For several years, everyone acted as if a person named JT LeRoy existed; his publisher paid him, he gave book readings, and fans wrote letters to him. LeRoy told stories of his experiences as an abused child, running away from home, life as a lot lizard turning tricks with passing truck drivers, drug addiction, and HIV—rough, troubled authenticity. Then one day, poof, he disappears, leaving behind unsettling doubts—how much of our own reality depends on artificial, constructed truths?
Our personal identity has been constructed for us. Immersed in media from the moment of birth, we’ve already seen every meaningful moment of our existence enacted a thousand times on the TV screen. From meeting the parents to soft crying at a funeral, movies and television have carefully prepared us for how to act in any given situation; there are no more authentic, naked, and unprepared experiences. Instead, we go through the motions we’ve seen before. As The Postal Service sing, “I kissed you in [the] style [of] Clark Gable”—every guy learned to kiss by watching movie kisses, so every kiss is an imitation.
The media can’t take away the pain of a funeral or the thrill of a kiss, but it robs us of our authenticity; how many of our actions, consciously or not, are based on what we’ve seen done before? Proust can insist “not only upon suffering, but upon respecting the originality of my suffering,” but that perspective vanishes beneath the weight of life previewed. Of course, we aren’t the first generation to grow up with movies and television. This effect existed before, but it is a matter of degree; our simulation differs by being more realistic, more complete.
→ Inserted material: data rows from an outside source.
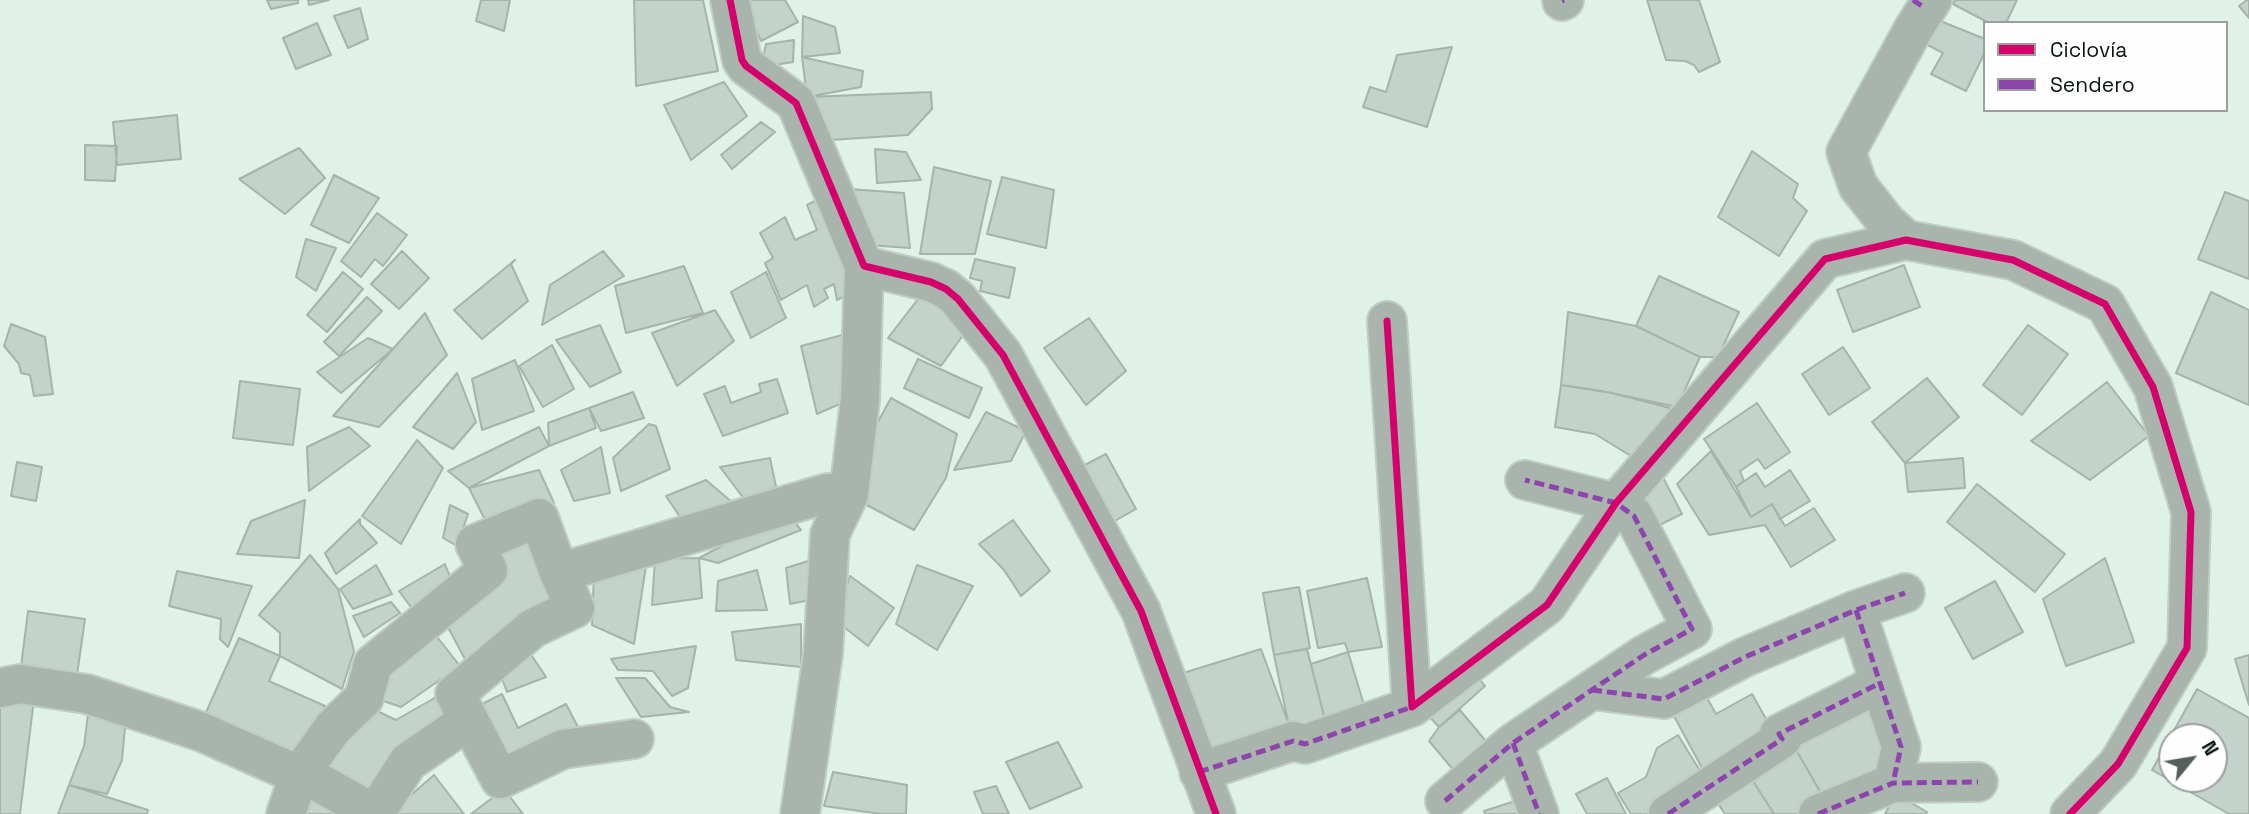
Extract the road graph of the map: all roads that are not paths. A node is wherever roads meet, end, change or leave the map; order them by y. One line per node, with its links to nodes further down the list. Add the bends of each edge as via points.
1 (730, 0): 4 (street, via 742,60 796,103)
2 (1923, 3): 3 (street, via 1846,152 1858,186)
3 (1906, 240): 8 (street, via 1825,259); 31 (street, via 2013,260 2105,304 2153,387 2191,512 2188,649 2118,764)
4 (864, 266): 7 (street, via 860,400); 19 (street, via 946,289 1003,355 1141,611)
5 (1387, 321): 15 (street)
6 (1525, 480): 8 (street)
7 (849, 494): 9 (street, via 828,493); 26 (street, via 830,534 823,654)
8 (1616, 503): 14 (street, via 1634,516 1692,629); 15 (street, via 1548,605)
9 (559, 573): 16 (street, via 575,608 533,628 455,694); 20 (street, via 539,518 475,544 488,570 373,664 364,698 333,728)
10 (1905, 593): 11 (street)
11 (1856, 610): 12 (street); 14 (street, via 1745,657 1664,699)
12 (1880, 682): 22 (street, via 1901,747); 29 (street, via 1779,734 1782,739)
13 (0, 688): 20 (street, via 20,684 87,694 202,732)
14 (1592, 690): 18 (street)
15 (1412, 707): 19 (street, via 1305,744 1293,741)
16 (469, 720): 17 (street, via 500,779 563,749); 25 (street, via 408,762)
17 (634, 739)
18 (1513, 743): 23 (street); 28 (street)
19 (1199, 772): 27 (street)
20 (299, 775): 24 (street); 25 (street)
21 (1978, 782): 22 (street)
22 (1893, 783): 30 (street)
23 (1445, 802)
24 (286, 814)
25 (375, 814)
26 (800, 814)
27 (1216, 814)
28 (1539, 814)
29 (1668, 814)
30 (1818, 814)
31 (2070, 814)

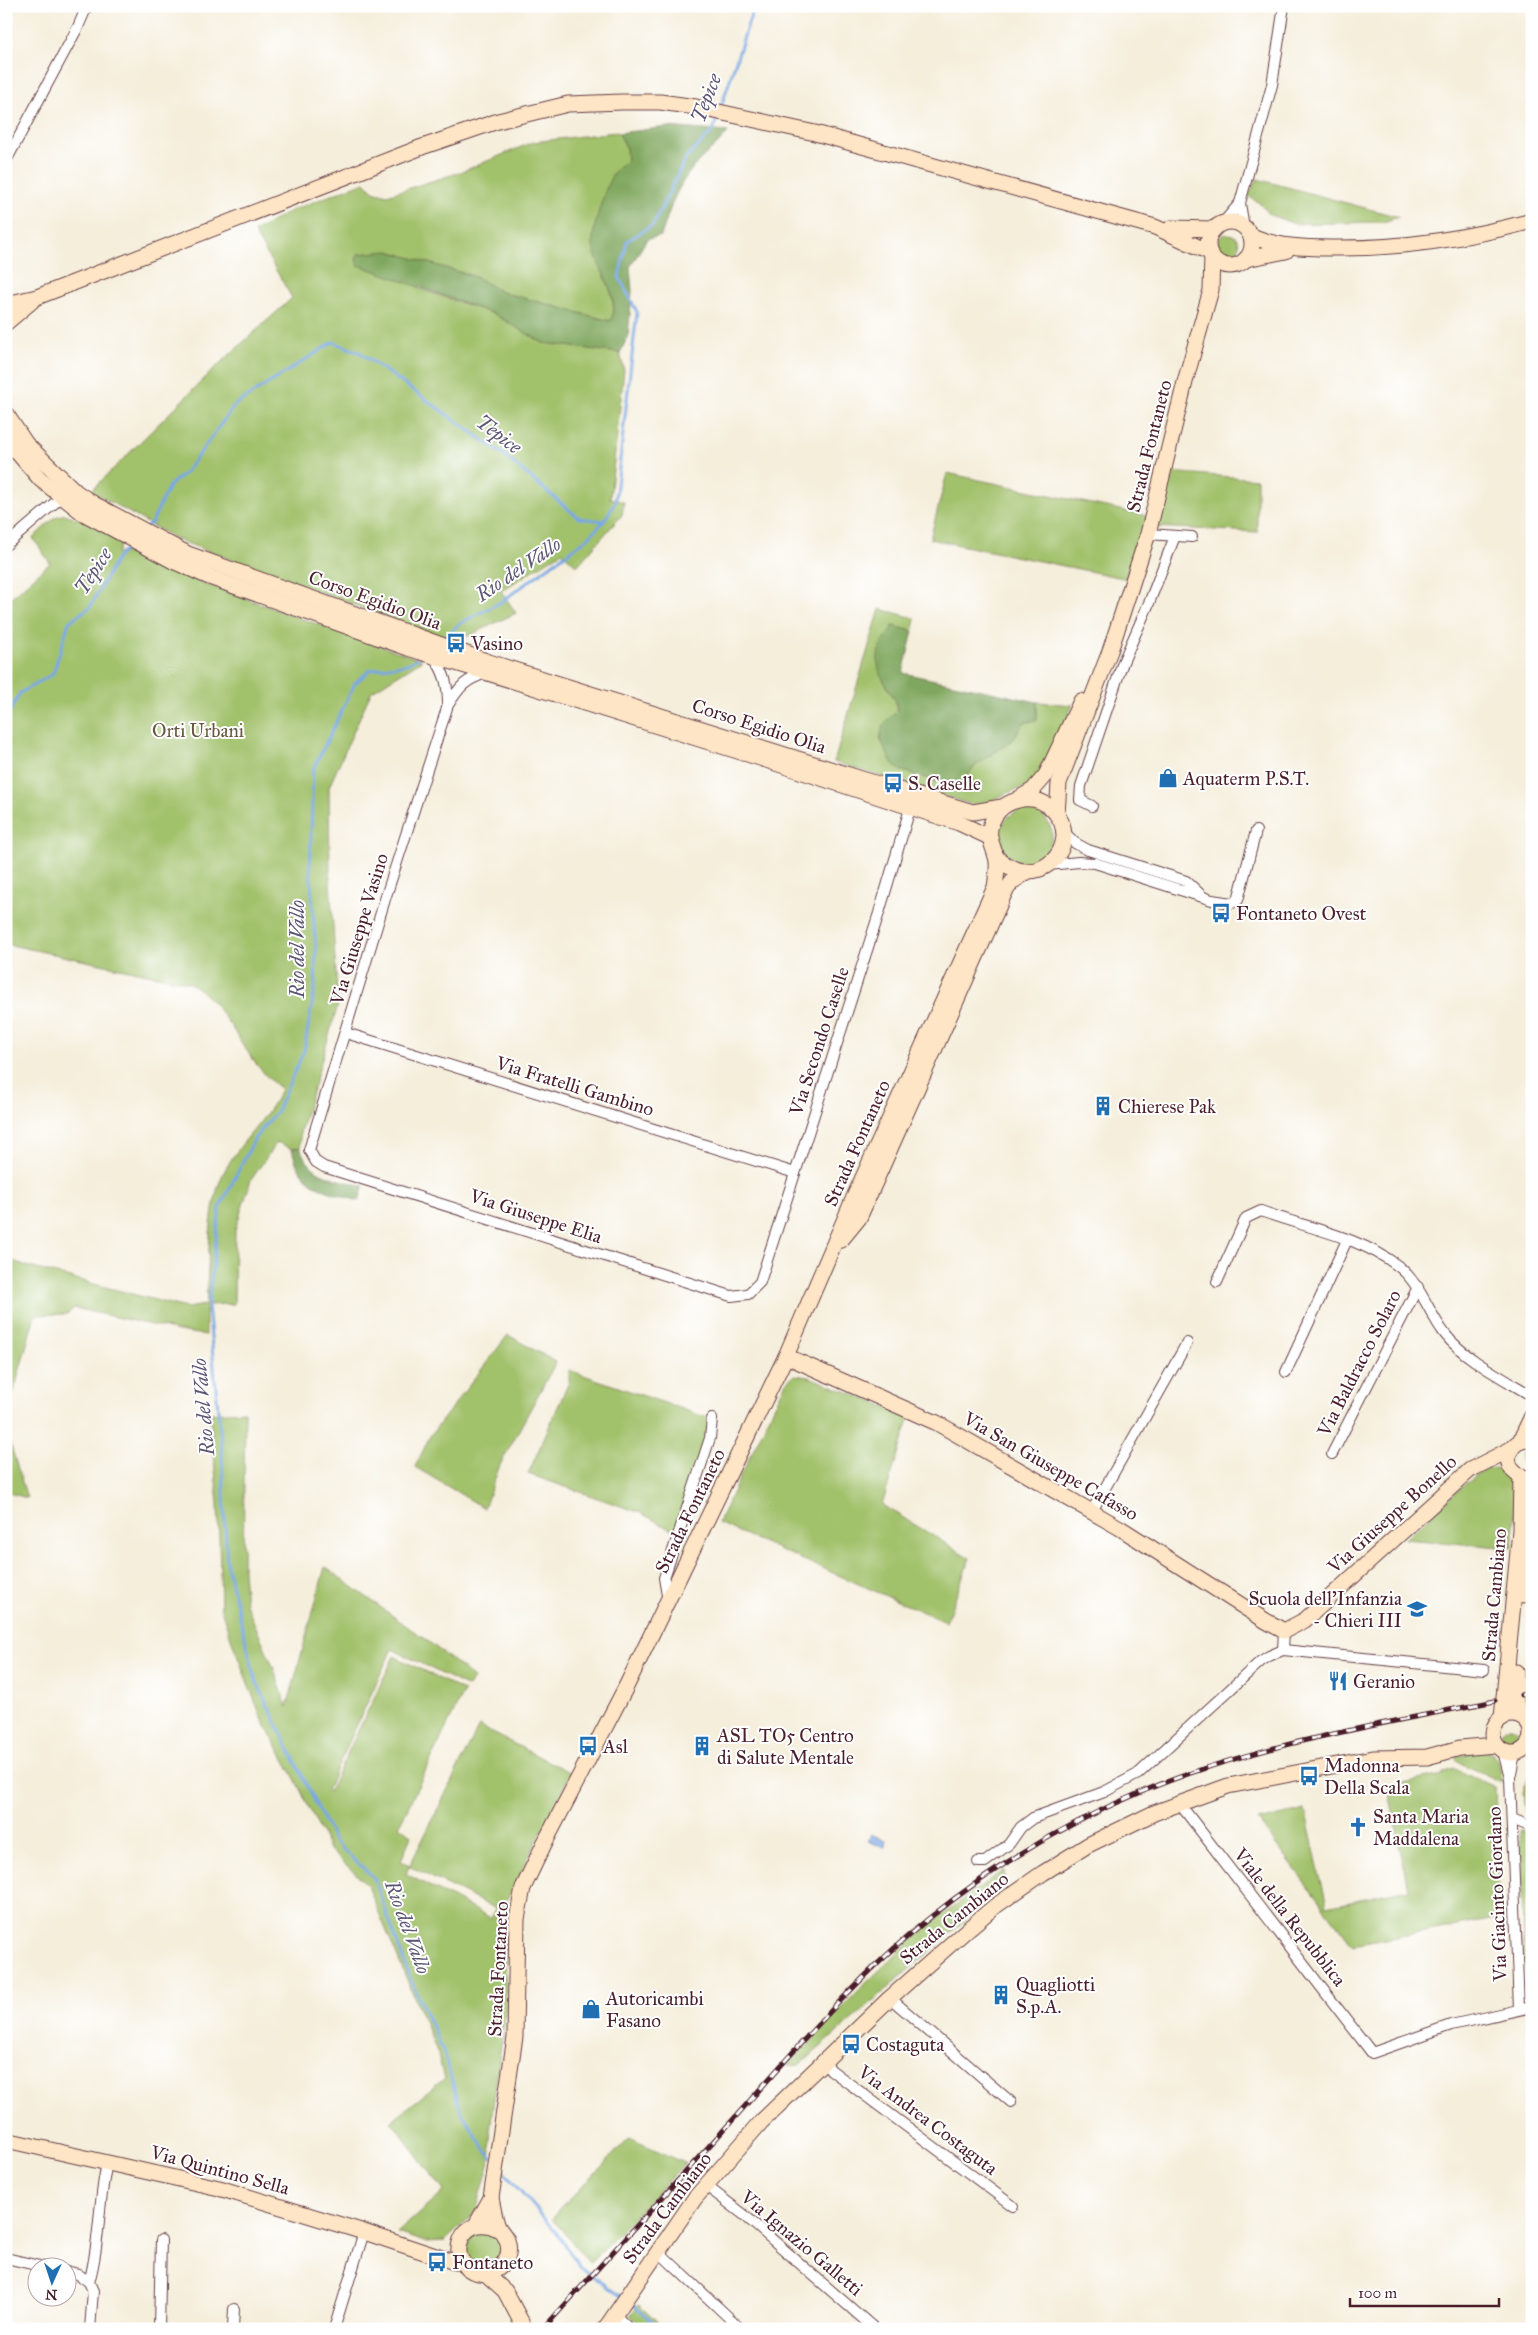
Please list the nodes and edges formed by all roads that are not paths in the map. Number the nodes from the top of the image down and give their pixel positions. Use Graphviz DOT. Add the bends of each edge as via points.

In the aforementioned Postal Service song, “Clark Gable,” the actor simulates an imitation kiss in the context of a movie, with ersatz rain as a backdrop—“the script it called for rain / but it was clear that day / so we faked it.” It’s an apt reflection of existence; like LeRoy, we live in an artificial, constructed reality.
It is a world where The New York Times can unknowingly run a lengthy profile of LeRoy, a nonexistent person; it’s a world where facts compete, contradict one another, and change with the times. Our decisions about (and knowledge of) the world are largely based on constructed images, not personal experience. I believe that Hilary Clinton is frosty and that Osama bin Laden crashed planes into the World Trade Center not because I had any direct experience with the former first lady or September 11, but because it appears that way on TV.
In other words, because the world is too complex and broad for personal experience, we make use of unstable and inaccurate proxies. Seemingly solid facts, thoughtless orthodoxies considered True, are largely—although not entirely—a matter of perspective. Which makes Jon Stewart’s denunciation of Crossfire wishful thinking. He wants networks to relay the Truth that descends like manna from the heavens. Tragically, there is no such truth—the networks’ cacophony of talking heads is an apt reflection of reality.
But, as both the appeal of LeRoy’s authenticity and the subsequent outrage indicate, we’re in denial about this reality. Instead of accepting that people can have different conclusions—truths—about the world, we want to deride our opponents—those who say “Bush lied” or those who supported the invasion of Iraq—as villains, liars and scoundrels. It is not simply a matter of acknowledging that there are two opinions about each question—one right and one wrong—but recognizing that there can be two sets of facts for each issue, both true.
As LeRoy vanishes into thin air, he reveals our ever-ephemeral grasp on truth and reality. Our world depends on a haphazard balance between manipulated images, unfiltered images, and direct experience. And upon this arbitrary and artificial backdrop—a reality far from terra firma—we play out our personal simulations. It’s an uncomfortable idea: Our existence, seemingly solid and objective, is no less artificial, constructed, and illusory than LeRoy.
So vive le LeRoy’s of this world; they represent the ultimate expression of our age, more true to reality than Truth.
Piotr C. Brzezinski, a Crimson associate editorial chair, is a social studies concentrator in Winthrop House.